TASK INPUT

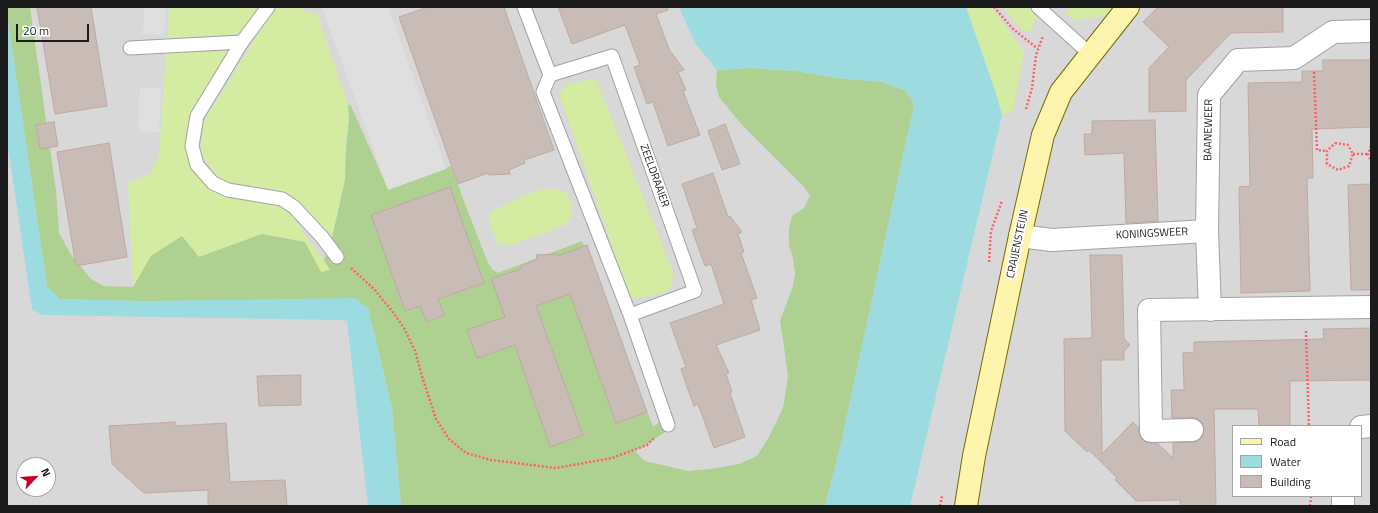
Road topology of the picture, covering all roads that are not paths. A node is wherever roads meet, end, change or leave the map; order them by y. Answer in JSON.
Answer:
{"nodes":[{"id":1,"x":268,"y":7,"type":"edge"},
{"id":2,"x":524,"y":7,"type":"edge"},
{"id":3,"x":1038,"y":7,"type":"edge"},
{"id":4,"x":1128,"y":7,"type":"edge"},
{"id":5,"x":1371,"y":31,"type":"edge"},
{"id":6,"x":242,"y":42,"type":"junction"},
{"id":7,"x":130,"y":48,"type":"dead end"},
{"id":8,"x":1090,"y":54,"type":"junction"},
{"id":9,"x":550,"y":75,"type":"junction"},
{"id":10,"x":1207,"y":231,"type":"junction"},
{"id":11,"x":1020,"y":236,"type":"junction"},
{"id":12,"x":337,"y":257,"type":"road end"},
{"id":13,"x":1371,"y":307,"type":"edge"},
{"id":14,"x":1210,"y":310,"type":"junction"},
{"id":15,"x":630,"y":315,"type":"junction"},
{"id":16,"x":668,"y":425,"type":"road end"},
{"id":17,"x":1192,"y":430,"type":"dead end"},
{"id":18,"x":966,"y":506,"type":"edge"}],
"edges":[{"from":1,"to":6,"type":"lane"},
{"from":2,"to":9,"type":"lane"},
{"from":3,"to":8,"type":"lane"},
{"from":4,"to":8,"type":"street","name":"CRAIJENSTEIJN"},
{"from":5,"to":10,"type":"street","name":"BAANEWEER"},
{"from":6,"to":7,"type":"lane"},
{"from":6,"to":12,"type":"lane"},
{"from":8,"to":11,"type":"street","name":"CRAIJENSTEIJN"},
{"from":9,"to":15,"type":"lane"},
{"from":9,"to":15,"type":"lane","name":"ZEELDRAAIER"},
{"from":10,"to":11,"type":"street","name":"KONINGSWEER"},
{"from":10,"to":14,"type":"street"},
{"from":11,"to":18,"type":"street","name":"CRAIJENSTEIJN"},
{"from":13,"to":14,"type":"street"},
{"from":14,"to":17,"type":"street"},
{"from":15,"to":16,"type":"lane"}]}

WHAT IS EXPECTED
Drop the pictures; repeat each entry above exactly.

RESPONSE
Road topology of the picture, covering all roads that are not paths. A node is wherever roads meet, end, change or leave the map; order them by y. Answer in JSON.
Answer:
{"nodes":[{"id":1,"x":268,"y":7,"type":"edge"},
{"id":2,"x":524,"y":7,"type":"edge"},
{"id":3,"x":1038,"y":7,"type":"edge"},
{"id":4,"x":1128,"y":7,"type":"edge"},
{"id":5,"x":1371,"y":31,"type":"edge"},
{"id":6,"x":242,"y":42,"type":"junction"},
{"id":7,"x":130,"y":48,"type":"dead end"},
{"id":8,"x":1090,"y":54,"type":"junction"},
{"id":9,"x":550,"y":75,"type":"junction"},
{"id":10,"x":1207,"y":231,"type":"junction"},
{"id":11,"x":1020,"y":236,"type":"junction"},
{"id":12,"x":337,"y":257,"type":"road end"},
{"id":13,"x":1371,"y":307,"type":"edge"},
{"id":14,"x":1210,"y":310,"type":"junction"},
{"id":15,"x":630,"y":315,"type":"junction"},
{"id":16,"x":668,"y":425,"type":"road end"},
{"id":17,"x":1192,"y":430,"type":"dead end"},
{"id":18,"x":966,"y":506,"type":"edge"}],
"edges":[{"from":1,"to":6,"type":"lane"},
{"from":2,"to":9,"type":"lane"},
{"from":3,"to":8,"type":"lane"},
{"from":4,"to":8,"type":"street","name":"CRAIJENSTEIJN"},
{"from":5,"to":10,"type":"street","name":"BAANEWEER"},
{"from":6,"to":7,"type":"lane"},
{"from":6,"to":12,"type":"lane"},
{"from":8,"to":11,"type":"street","name":"CRAIJENSTEIJN"},
{"from":9,"to":15,"type":"lane"},
{"from":9,"to":15,"type":"lane","name":"ZEELDRAAIER"},
{"from":10,"to":11,"type":"street","name":"KONINGSWEER"},
{"from":10,"to":14,"type":"street"},
{"from":11,"to":18,"type":"street","name":"CRAIJENSTEIJN"},
{"from":13,"to":14,"type":"street"},
{"from":14,"to":17,"type":"street"},
{"from":15,"to":16,"type":"lane"}]}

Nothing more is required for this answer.